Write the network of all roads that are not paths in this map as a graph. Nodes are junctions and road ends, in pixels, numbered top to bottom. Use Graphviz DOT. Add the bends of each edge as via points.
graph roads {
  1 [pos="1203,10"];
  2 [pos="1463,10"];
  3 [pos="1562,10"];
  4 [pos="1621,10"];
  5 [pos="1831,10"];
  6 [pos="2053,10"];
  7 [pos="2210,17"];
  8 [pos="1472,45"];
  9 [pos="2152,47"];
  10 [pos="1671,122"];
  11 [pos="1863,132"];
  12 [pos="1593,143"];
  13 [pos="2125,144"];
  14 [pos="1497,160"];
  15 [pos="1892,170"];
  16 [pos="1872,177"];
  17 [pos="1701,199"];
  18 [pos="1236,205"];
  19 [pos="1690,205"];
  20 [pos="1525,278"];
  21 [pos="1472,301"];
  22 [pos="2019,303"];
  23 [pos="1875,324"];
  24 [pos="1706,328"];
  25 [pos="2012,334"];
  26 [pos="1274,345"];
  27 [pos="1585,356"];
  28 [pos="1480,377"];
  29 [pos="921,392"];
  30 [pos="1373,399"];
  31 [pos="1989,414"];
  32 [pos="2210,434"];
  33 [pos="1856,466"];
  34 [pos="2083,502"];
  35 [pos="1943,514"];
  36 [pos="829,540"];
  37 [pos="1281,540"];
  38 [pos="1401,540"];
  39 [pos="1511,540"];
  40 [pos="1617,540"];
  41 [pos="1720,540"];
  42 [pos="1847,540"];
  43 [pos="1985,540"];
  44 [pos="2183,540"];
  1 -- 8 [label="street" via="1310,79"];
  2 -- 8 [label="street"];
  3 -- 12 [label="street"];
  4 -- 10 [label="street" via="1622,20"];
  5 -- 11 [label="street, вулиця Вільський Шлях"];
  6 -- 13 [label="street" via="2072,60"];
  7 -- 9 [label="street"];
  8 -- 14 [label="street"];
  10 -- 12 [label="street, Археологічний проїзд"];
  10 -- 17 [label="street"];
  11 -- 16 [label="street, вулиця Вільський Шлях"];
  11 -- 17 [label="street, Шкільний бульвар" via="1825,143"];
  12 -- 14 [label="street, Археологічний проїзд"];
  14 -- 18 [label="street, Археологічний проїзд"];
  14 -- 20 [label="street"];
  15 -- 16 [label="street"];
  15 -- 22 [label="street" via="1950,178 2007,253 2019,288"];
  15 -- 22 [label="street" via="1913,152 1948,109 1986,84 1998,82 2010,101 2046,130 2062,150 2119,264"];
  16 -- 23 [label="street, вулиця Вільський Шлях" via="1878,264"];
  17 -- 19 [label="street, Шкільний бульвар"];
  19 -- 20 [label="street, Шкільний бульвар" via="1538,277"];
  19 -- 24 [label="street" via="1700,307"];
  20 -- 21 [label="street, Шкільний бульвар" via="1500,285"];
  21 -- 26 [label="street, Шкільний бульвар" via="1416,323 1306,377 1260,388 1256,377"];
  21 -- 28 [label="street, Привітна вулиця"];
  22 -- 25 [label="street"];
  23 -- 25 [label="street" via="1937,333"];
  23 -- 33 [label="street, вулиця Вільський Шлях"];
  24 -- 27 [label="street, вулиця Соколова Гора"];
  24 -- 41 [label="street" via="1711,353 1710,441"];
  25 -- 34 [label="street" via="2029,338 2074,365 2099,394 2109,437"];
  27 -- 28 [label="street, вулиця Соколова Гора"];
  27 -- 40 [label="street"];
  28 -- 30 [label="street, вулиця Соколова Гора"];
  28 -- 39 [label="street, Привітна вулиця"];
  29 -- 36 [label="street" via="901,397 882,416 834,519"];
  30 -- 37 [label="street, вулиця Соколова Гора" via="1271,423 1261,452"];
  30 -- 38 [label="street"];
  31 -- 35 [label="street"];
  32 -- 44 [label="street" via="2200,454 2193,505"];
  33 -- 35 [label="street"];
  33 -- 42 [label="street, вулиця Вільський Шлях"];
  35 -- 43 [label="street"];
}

________________

INSTRUCTIONS FOR THE TASK |
If a line in the records above includes the string "Соколова", copy it.

TASK RESULT |
  24 -- 27 [label="street, вулиця Соколова Гора"];
  27 -- 28 [label="street, вулиця Соколова Гора"];
  28 -- 30 [label="street, вулиця Соколова Гора"];
  30 -- 37 [label="street, вулиця Соколова Гора" via="1271,423 1261,452"];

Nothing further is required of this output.